Highway 1, Los Angeles & Las Vegas


We left Pacific Grove full of fried chicken and headed down Highway One, starting with 17 mile drive, a route mentioned to us by a Lyft driver the night before, and accidentally stumbled across courtesy of our Sat Nav that ignored the fact that it costs to take this route.

$10 turned out to be one of the biggest bargains of our trip so far, as we coasted down this scenic section of the Pacific Coast Highway, stopping to see jaw-dropping vistas, huge waves crashing against the rocky coastline and the famous ghost trees.


It was a full day of driving, but it didn’t once feel like a chore, and our minds weren’t on the destination, they were completely engrossed in the seemingly endless beauty. Taking this drive North to South must be the best way to enjoy it, as you are an extra lane closer to the sea and get uninterrupted views the whole way down. We drove through the huge trees in Big Sur, saw elephant seals and stopped for a snack at a small ranch, before reaching our Airbnb in Pacific Palisades, which is a handy ten minute drive from Santa Monica Pier in L.A.


Although tired from our long day on the road, we went for some great, simple food and beers at The Craftsman Bar & Kitchen in Santa Monica, where they played classic rock music and we could people watch from the outdoor seating area. We took a stroll along the pier, which was welcomingly peaceful at night, before getting some rest for a long few days of exploring.


We started our day at the beach by having great breakfast bagels at Flake, a small coffee shop that epitomised the Venice Beach area. The atmosphere was so laid back and everywhere you looked there were men with pony tails, flip flops and sandals, and a feeling that you were in the most hipster place in the city. We then walked to the Venice boardwalk, which has to be one of my favourite places in the world. An eclectic mix of street performers, local aspiring artists selling their work and tourists, revelling in the bizarre.


We grabbed a locally brewed beer at Venice Ale House, before heading to James’ Beach, the restaurant where they filmed the fish tacos scene from I Love You, Man (if you haven’t seen that movie, you have to). We had amazing fresh calamari and mac and cheese, before chatting to an L.A. resident, Allen, who was sat alone at the bar. We ended up talking for hours, before he bought us a beer and offered us a lift to a great wine bar down the road that he had recommended. If we were in England, we would have politely declined and ran to the nearest police station, but Allen seemed to be great company, so we went with him and the three of us drank and talked until they kicked us out. People often have an idea of Americans being brash, loud and obnoxious, but Allen was a great example of how welcoming and open the locals can be, and we had one of the best nights of our trip so far.

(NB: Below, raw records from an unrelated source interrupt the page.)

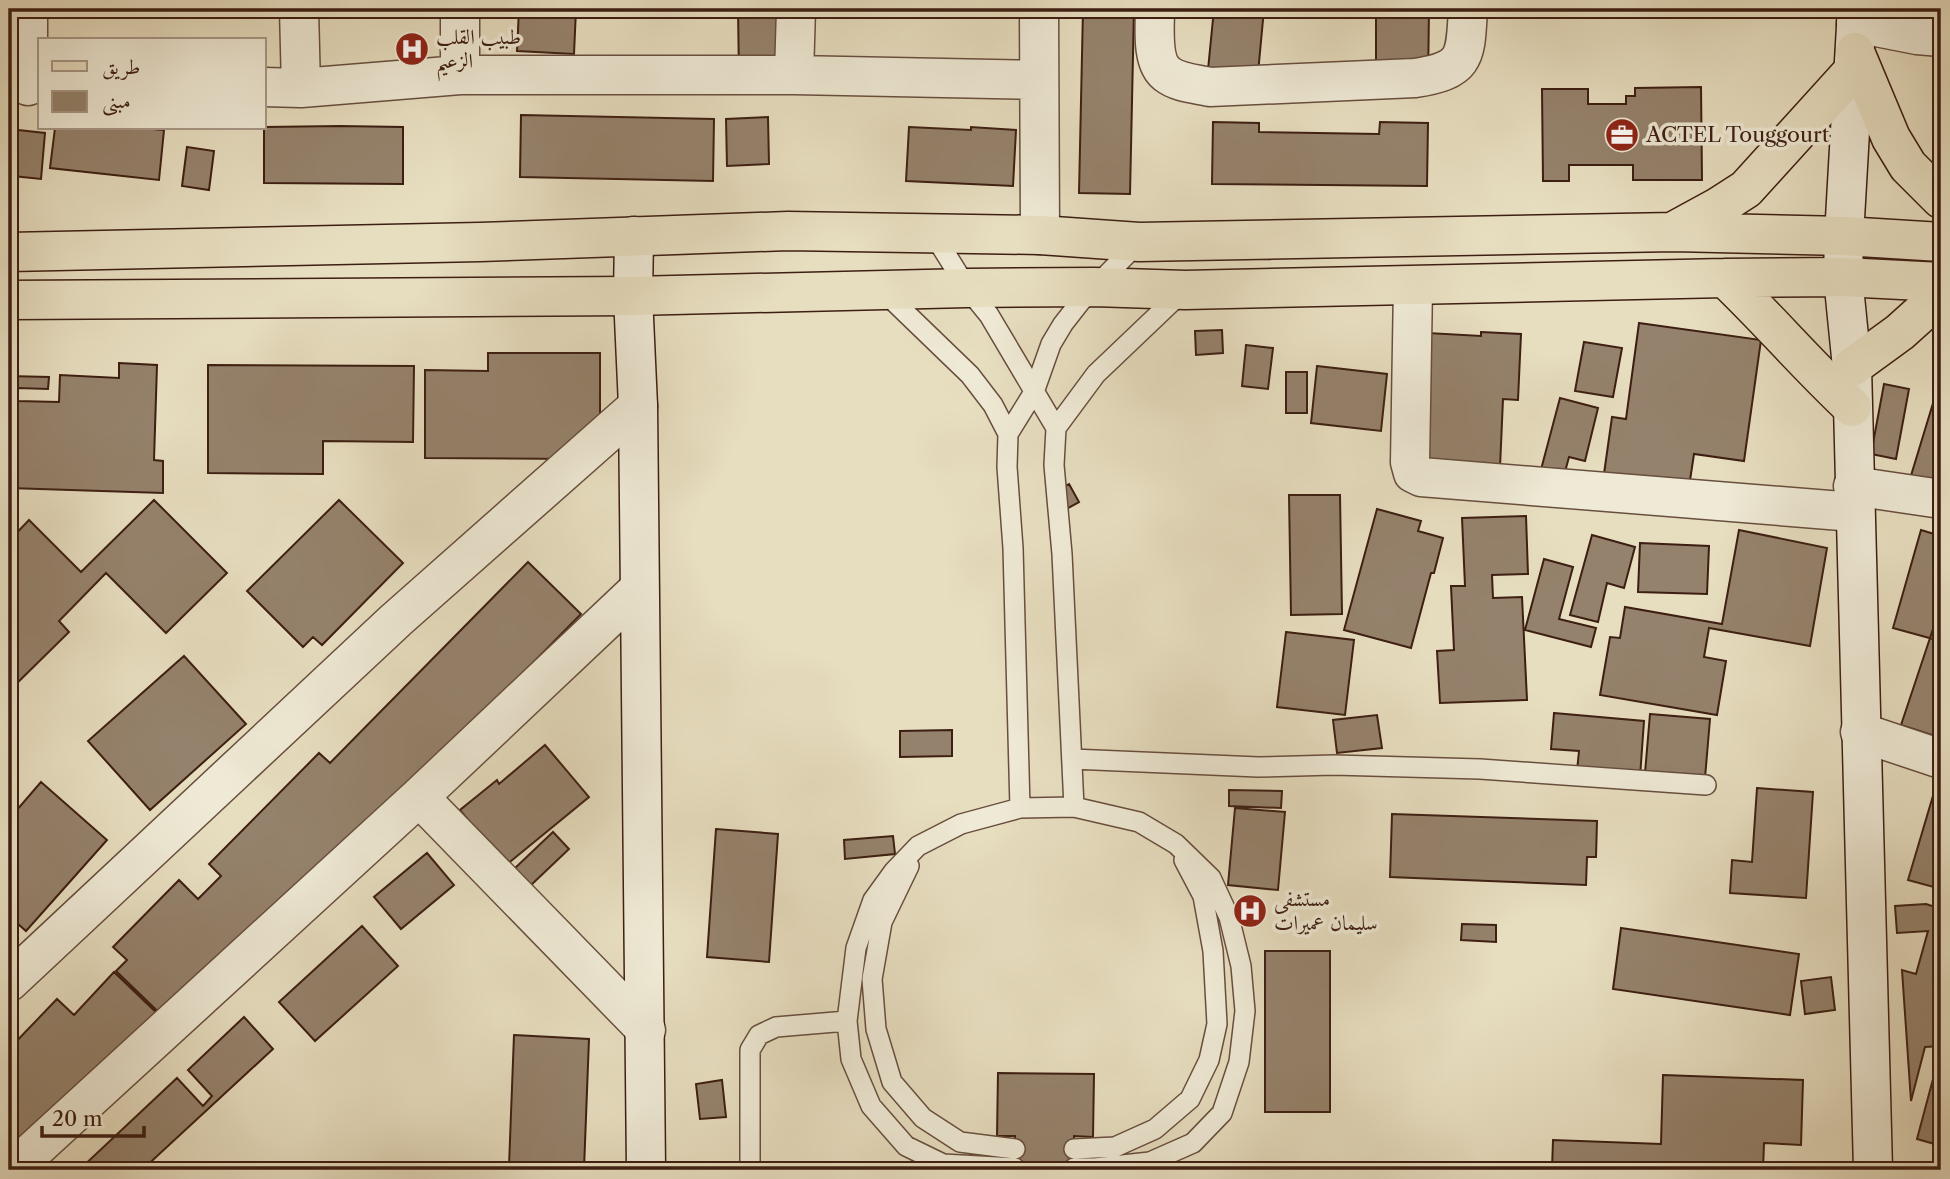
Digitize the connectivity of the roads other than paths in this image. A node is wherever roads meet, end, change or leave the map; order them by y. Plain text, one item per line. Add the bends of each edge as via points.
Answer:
1 (28, 9) edge
2 (299, 9) edge
3 (460, 9) edge
4 (796, 9) edge
5 (1039, 9) edge
6 (1155, 9) edge
7 (1468, 9) edge
8 (1941, 37) edge
9 (1855, 39) edge
10 (460, 75) junction
11 (794, 75) junction
12 (1039, 80) junction
13 (26, 86) edge
14 (283, 88) edge
15 (1941, 199) edge
16 (1674, 232) junction
17 (934, 235) junction
18 (1040, 235) junction
19 (634, 236) junction
20 (1843, 236) junction
21 (1139, 242) junction
22 (1941, 242) edge
23 (9, 251) edge
24 (1843, 277) junction
25 (1725, 278) junction
26 (1941, 282) edge
27 (1413, 286) junction
28 (1094, 287) junction
29 (967, 288) junction
30 (882, 290) junction
31 (1185, 290) junction
32 (1941, 295) edge
33 (633, 296) junction
34 (9, 300) edge
35 (1852, 367) junction
36 (1034, 392) junction
37 (638, 406) junction
38 (1852, 407) junction
39 (1056, 428) junction
40 (1007, 434) junction
41 (1854, 499) junction
42 (1941, 499) edge
43 (639, 590) junction
44 (1860, 732) junction
45 (1941, 759) edge
46 (1072, 760) junction
47 (1706, 785) dead end
48 (419, 797) junction
49 (1074, 807) junction
50 (1020, 808) junction
51 (1176, 844) junction
52 (918, 846) junction
53 (9, 982) edge
54 (847, 1021) junction
55 (646, 1030) junction
56 (26, 1166) edge
57 (642, 1166) edge
58 (750, 1170) edge
59 (1873, 1170) edge

1 - 13 street
2 - 14 street
3 - 10 street
4 - 11 street
5 - 12 street
6 - 7 street via 1158,60 1166,74 1210,87 1434,75 1462,56
8 - 9 street
9 - 15 main road via 1892,138 1908,166
9 - 16 main road via 1746,189
9 - 20 street
10 - 11 street
10 - 14 street
11 - 12 street
12 - 18 street
16 - 20 main road
16 - 21 main road
17 - 18 main road
17 - 19 main road via 788,231
17 - 29 lane
18 - 21 main road
19 - 23 main road
19 - 33 street
20 - 22 main road
20 - 24 street
21 - 28 lane
24 - 25 main road
24 - 26 main road
24 - 35 street
25 - 27 main road
25 - 38 main road
27 - 31 main road
27 - 41 street via 1410,462 1413,473 1421,477
28 - 29 main road
28 - 31 main road
28 - 36 lane via 1051,344
29 - 30 main road
29 - 36 lane via 989,315
30 - 33 main road
30 - 40 lane via 970,375 993,405
31 - 39 lane via 1096,374
32 - 35 main road
33 - 34 main road
33 - 37 street
35 - 38 street
36 - 39 lane
36 - 40 lane
37 - 43 street
37 - 53 street via 396,620
38 - 41 street
39 - 46 lane
40 - 50 lane
41 - 42 street
41 - 44 street
43 - 48 street
43 - 55 street
44 - 45 street
44 - 59 street
46 - 47 lane via 1480,769
46 - 49 lane
48 - 55 street
48 - 56 street
49 - 50 lane
49 - 51 lane via 1139,822
50 - 52 lane via 961,824
51 - 51 lane via 1203,896 1213,951 1217,1024 1209,1060 1190,1099 1155,1129 1074,1158 1095,1168 1150,1161 1193,1143 1222,1113 1239,1062 1245,1011 1241,966 1229,917 1210,878
52 - 54 lane via 873,900 856,948
52 - 54 lane via 882,922 872,979 876,1029 892,1082 923,1118 960,1142 1015,1158 943,1164 905,1146 871,1106 851,1059
54 - 58 lane via 776,1027 759,1035 750,1051
55 - 57 street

The next morning, both a little dehydrated and me regretting the Del Taco ordered and eaten at 1:30am (I would go on to regret this for the next 48 hours, without going into too much detail), we headed for the Griffith Observatory. After having a quick look around the building and admiring the view of the smog-covered city, we hiked up to see the Hollywood sign, before returning to buy camping gear for our upcoming trip to Havasu Falls (which I will get to in the next post).


I absolutely loved our time in L.A., and despite being someone who would never want to live in London, or any other city for that matter, L.A. seems like a perfect home for me. It is truly unique in that it combines the downtown area and entertainment capital of the world, with sprawling mountains covered in endless hiking trails, and one of the best beaches I’ve ever seen. There really isn’t anywhere like Los Angeles, and I was sad to leave, but luckily the sadness was quickly muted by the bright lights of Las Vegas.


We were only in Sin City for one night, as it meant we were closer to our three day camping trip, but we made the most of it, spending the night bar hopping on Fremont Street, watching the fountains at the Bellagio, and I even won $9 on slot machines (the fact that I then proceeded to lose it is beside the point). We wished we had more time at the Golden Nugget and in Vegas in general, but left full of energy and anxiety at the prospect of a twenty mile round hike into a canyon over sixty miles from any other civilisation, to sleep in a tent surrounded by mountain lions, scorpions and rattlesnakes. Which I will put down in words when I next have time.